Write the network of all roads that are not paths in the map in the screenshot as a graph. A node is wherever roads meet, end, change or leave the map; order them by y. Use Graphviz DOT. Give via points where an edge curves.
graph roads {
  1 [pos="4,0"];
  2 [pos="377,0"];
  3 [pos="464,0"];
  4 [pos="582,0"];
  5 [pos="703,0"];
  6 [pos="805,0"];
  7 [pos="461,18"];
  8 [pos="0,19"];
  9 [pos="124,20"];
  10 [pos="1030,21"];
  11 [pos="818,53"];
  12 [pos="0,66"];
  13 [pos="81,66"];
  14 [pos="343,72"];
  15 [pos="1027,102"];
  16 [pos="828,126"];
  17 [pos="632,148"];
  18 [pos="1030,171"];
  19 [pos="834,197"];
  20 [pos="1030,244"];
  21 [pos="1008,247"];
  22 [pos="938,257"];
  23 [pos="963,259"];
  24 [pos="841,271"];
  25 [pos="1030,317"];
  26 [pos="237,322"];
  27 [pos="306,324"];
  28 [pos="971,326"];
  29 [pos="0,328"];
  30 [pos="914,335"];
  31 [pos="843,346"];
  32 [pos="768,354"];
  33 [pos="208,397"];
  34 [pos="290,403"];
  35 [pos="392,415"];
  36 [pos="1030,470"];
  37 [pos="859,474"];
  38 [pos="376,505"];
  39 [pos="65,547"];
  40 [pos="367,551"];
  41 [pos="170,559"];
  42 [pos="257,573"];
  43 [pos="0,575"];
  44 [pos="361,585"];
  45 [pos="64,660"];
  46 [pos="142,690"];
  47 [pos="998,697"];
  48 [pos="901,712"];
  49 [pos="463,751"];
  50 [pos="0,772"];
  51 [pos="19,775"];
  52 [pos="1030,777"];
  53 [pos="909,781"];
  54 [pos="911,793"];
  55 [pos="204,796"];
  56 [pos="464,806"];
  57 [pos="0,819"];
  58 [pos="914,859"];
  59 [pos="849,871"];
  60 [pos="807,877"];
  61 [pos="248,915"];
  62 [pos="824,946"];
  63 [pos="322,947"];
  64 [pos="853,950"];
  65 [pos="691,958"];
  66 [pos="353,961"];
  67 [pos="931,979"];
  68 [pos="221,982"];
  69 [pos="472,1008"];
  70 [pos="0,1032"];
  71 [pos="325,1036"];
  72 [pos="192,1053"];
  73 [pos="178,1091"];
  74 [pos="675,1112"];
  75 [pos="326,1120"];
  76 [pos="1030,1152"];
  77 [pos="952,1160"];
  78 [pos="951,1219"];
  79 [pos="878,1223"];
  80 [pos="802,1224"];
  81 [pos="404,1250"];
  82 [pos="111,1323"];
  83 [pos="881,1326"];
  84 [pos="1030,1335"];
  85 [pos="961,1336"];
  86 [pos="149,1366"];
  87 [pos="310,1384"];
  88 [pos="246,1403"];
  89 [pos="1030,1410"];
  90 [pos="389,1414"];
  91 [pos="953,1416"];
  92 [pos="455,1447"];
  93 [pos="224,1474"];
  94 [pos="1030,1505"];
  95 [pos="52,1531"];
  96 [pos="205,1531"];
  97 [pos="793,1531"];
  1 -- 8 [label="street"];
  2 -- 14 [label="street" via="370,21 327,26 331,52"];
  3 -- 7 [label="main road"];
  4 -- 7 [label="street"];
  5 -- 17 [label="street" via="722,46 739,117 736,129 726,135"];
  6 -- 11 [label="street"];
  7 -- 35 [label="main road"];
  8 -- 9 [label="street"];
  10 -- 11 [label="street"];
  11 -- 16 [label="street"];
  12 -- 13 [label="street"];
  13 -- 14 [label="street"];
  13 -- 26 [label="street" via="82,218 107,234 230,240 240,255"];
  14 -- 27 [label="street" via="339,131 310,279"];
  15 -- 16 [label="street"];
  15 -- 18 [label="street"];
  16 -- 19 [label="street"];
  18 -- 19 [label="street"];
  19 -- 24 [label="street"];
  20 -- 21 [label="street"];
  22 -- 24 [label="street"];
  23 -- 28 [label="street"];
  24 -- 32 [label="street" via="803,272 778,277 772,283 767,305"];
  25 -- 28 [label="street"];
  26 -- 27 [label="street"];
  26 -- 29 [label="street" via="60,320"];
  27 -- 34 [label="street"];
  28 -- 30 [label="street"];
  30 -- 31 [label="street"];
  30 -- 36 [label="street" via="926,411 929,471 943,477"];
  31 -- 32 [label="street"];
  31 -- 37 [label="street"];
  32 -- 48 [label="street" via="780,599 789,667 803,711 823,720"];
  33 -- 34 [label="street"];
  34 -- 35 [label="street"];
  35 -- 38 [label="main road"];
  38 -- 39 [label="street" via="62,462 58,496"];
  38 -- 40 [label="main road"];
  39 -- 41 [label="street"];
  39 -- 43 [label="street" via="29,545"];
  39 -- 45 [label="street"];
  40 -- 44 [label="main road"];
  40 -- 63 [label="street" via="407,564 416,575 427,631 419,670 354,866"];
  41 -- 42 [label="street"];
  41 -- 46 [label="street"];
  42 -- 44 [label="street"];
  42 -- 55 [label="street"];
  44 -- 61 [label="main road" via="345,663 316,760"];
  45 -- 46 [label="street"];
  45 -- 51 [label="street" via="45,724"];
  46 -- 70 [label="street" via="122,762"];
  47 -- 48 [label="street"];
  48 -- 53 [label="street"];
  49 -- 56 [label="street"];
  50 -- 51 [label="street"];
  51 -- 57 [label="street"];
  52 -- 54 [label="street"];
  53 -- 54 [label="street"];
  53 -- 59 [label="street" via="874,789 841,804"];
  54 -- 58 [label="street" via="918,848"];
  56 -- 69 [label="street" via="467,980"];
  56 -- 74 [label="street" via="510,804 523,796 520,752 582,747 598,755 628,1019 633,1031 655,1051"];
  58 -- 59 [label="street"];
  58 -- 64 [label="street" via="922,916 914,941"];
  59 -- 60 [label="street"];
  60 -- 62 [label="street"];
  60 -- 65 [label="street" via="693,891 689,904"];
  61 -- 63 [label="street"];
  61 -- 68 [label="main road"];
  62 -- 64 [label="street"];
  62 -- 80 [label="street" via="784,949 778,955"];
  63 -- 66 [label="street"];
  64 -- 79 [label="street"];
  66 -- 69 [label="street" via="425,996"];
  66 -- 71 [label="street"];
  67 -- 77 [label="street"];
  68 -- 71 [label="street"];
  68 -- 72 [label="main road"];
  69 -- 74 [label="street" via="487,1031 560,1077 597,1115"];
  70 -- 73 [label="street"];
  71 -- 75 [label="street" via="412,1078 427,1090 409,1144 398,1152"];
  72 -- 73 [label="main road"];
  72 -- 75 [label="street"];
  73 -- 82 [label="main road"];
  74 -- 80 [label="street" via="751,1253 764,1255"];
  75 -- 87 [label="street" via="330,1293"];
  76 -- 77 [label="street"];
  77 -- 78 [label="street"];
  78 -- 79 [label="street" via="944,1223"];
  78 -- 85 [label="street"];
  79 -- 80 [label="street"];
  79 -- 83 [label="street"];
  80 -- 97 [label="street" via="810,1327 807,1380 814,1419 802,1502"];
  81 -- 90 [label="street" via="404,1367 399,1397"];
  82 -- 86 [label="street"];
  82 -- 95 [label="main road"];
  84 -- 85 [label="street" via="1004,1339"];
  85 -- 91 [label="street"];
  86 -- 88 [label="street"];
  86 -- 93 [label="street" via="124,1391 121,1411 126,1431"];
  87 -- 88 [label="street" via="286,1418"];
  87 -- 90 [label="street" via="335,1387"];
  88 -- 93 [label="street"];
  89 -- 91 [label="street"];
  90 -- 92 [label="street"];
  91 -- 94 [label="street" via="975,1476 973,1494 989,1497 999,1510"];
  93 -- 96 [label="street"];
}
+++
The records above must be repeated exactly, in their entirety.

Write the network of all roads that are not paths in the map in the screenshot as a graph. A node is wherever roads meet, end, change or leave the map; order them by y. Use Graphviz DOT. Give via points where an edge curves.
graph roads {
  1 [pos="4,0"];
  2 [pos="377,0"];
  3 [pos="464,0"];
  4 [pos="582,0"];
  5 [pos="703,0"];
  6 [pos="805,0"];
  7 [pos="461,18"];
  8 [pos="0,19"];
  9 [pos="124,20"];
  10 [pos="1030,21"];
  11 [pos="818,53"];
  12 [pos="0,66"];
  13 [pos="81,66"];
  14 [pos="343,72"];
  15 [pos="1027,102"];
  16 [pos="828,126"];
  17 [pos="632,148"];
  18 [pos="1030,171"];
  19 [pos="834,197"];
  20 [pos="1030,244"];
  21 [pos="1008,247"];
  22 [pos="938,257"];
  23 [pos="963,259"];
  24 [pos="841,271"];
  25 [pos="1030,317"];
  26 [pos="237,322"];
  27 [pos="306,324"];
  28 [pos="971,326"];
  29 [pos="0,328"];
  30 [pos="914,335"];
  31 [pos="843,346"];
  32 [pos="768,354"];
  33 [pos="208,397"];
  34 [pos="290,403"];
  35 [pos="392,415"];
  36 [pos="1030,470"];
  37 [pos="859,474"];
  38 [pos="376,505"];
  39 [pos="65,547"];
  40 [pos="367,551"];
  41 [pos="170,559"];
  42 [pos="257,573"];
  43 [pos="0,575"];
  44 [pos="361,585"];
  45 [pos="64,660"];
  46 [pos="142,690"];
  47 [pos="998,697"];
  48 [pos="901,712"];
  49 [pos="463,751"];
  50 [pos="0,772"];
  51 [pos="19,775"];
  52 [pos="1030,777"];
  53 [pos="909,781"];
  54 [pos="911,793"];
  55 [pos="204,796"];
  56 [pos="464,806"];
  57 [pos="0,819"];
  58 [pos="914,859"];
  59 [pos="849,871"];
  60 [pos="807,877"];
  61 [pos="248,915"];
  62 [pos="824,946"];
  63 [pos="322,947"];
  64 [pos="853,950"];
  65 [pos="691,958"];
  66 [pos="353,961"];
  67 [pos="931,979"];
  68 [pos="221,982"];
  69 [pos="472,1008"];
  70 [pos="0,1032"];
  71 [pos="325,1036"];
  72 [pos="192,1053"];
  73 [pos="178,1091"];
  74 [pos="675,1112"];
  75 [pos="326,1120"];
  76 [pos="1030,1152"];
  77 [pos="952,1160"];
  78 [pos="951,1219"];
  79 [pos="878,1223"];
  80 [pos="802,1224"];
  81 [pos="404,1250"];
  82 [pos="111,1323"];
  83 [pos="881,1326"];
  84 [pos="1030,1335"];
  85 [pos="961,1336"];
  86 [pos="149,1366"];
  87 [pos="310,1384"];
  88 [pos="246,1403"];
  89 [pos="1030,1410"];
  90 [pos="389,1414"];
  91 [pos="953,1416"];
  92 [pos="455,1447"];
  93 [pos="224,1474"];
  94 [pos="1030,1505"];
  95 [pos="52,1531"];
  96 [pos="205,1531"];
  97 [pos="793,1531"];
  1 -- 8 [label="street"];
  2 -- 14 [label="street" via="370,21 327,26 331,52"];
  3 -- 7 [label="main road"];
  4 -- 7 [label="street"];
  5 -- 17 [label="street" via="722,46 739,117 736,129 726,135"];
  6 -- 11 [label="street"];
  7 -- 35 [label="main road"];
  8 -- 9 [label="street"];
  10 -- 11 [label="street"];
  11 -- 16 [label="street"];
  12 -- 13 [label="street"];
  13 -- 14 [label="street"];
  13 -- 26 [label="street" via="82,218 107,234 230,240 240,255"];
  14 -- 27 [label="street" via="339,131 310,279"];
  15 -- 16 [label="street"];
  15 -- 18 [label="street"];
  16 -- 19 [label="street"];
  18 -- 19 [label="street"];
  19 -- 24 [label="street"];
  20 -- 21 [label="street"];
  22 -- 24 [label="street"];
  23 -- 28 [label="street"];
  24 -- 32 [label="street" via="803,272 778,277 772,283 767,305"];
  25 -- 28 [label="street"];
  26 -- 27 [label="street"];
  26 -- 29 [label="street" via="60,320"];
  27 -- 34 [label="street"];
  28 -- 30 [label="street"];
  30 -- 31 [label="street"];
  30 -- 36 [label="street" via="926,411 929,471 943,477"];
  31 -- 32 [label="street"];
  31 -- 37 [label="street"];
  32 -- 48 [label="street" via="780,599 789,667 803,711 823,720"];
  33 -- 34 [label="street"];
  34 -- 35 [label="street"];
  35 -- 38 [label="main road"];
  38 -- 39 [label="street" via="62,462 58,496"];
  38 -- 40 [label="main road"];
  39 -- 41 [label="street"];
  39 -- 43 [label="street" via="29,545"];
  39 -- 45 [label="street"];
  40 -- 44 [label="main road"];
  40 -- 63 [label="street" via="407,564 416,575 427,631 419,670 354,866"];
  41 -- 42 [label="street"];
  41 -- 46 [label="street"];
  42 -- 44 [label="street"];
  42 -- 55 [label="street"];
  44 -- 61 [label="main road" via="345,663 316,760"];
  45 -- 46 [label="street"];
  45 -- 51 [label="street" via="45,724"];
  46 -- 70 [label="street" via="122,762"];
  47 -- 48 [label="street"];
  48 -- 53 [label="street"];
  49 -- 56 [label="street"];
  50 -- 51 [label="street"];
  51 -- 57 [label="street"];
  52 -- 54 [label="street"];
  53 -- 54 [label="street"];
  53 -- 59 [label="street" via="874,789 841,804"];
  54 -- 58 [label="street" via="918,848"];
  56 -- 69 [label="street" via="467,980"];
  56 -- 74 [label="street" via="510,804 523,796 520,752 582,747 598,755 628,1019 633,1031 655,1051"];
  58 -- 59 [label="street"];
  58 -- 64 [label="street" via="922,916 914,941"];
  59 -- 60 [label="street"];
  60 -- 62 [label="street"];
  60 -- 65 [label="street" via="693,891 689,904"];
  61 -- 63 [label="street"];
  61 -- 68 [label="main road"];
  62 -- 64 [label="street"];
  62 -- 80 [label="street" via="784,949 778,955"];
  63 -- 66 [label="street"];
  64 -- 79 [label="street"];
  66 -- 69 [label="street" via="425,996"];
  66 -- 71 [label="street"];
  67 -- 77 [label="street"];
  68 -- 71 [label="street"];
  68 -- 72 [label="main road"];
  69 -- 74 [label="street" via="487,1031 560,1077 597,1115"];
  70 -- 73 [label="street"];
  71 -- 75 [label="street" via="412,1078 427,1090 409,1144 398,1152"];
  72 -- 73 [label="main road"];
  72 -- 75 [label="street"];
  73 -- 82 [label="main road"];
  74 -- 80 [label="street" via="751,1253 764,1255"];
  75 -- 87 [label="street" via="330,1293"];
  76 -- 77 [label="street"];
  77 -- 78 [label="street"];
  78 -- 79 [label="street" via="944,1223"];
  78 -- 85 [label="street"];
  79 -- 80 [label="street"];
  79 -- 83 [label="street"];
  80 -- 97 [label="street" via="810,1327 807,1380 814,1419 802,1502"];
  81 -- 90 [label="street" via="404,1367 399,1397"];
  82 -- 86 [label="street"];
  82 -- 95 [label="main road"];
  84 -- 85 [label="street" via="1004,1339"];
  85 -- 91 [label="street"];
  86 -- 88 [label="street"];
  86 -- 93 [label="street" via="124,1391 121,1411 126,1431"];
  87 -- 88 [label="street" via="286,1418"];
  87 -- 90 [label="street" via="335,1387"];
  88 -- 93 [label="street"];
  89 -- 91 [label="street"];
  90 -- 92 [label="street"];
  91 -- 94 [label="street" via="975,1476 973,1494 989,1497 999,1510"];
  93 -- 96 [label="street"];
}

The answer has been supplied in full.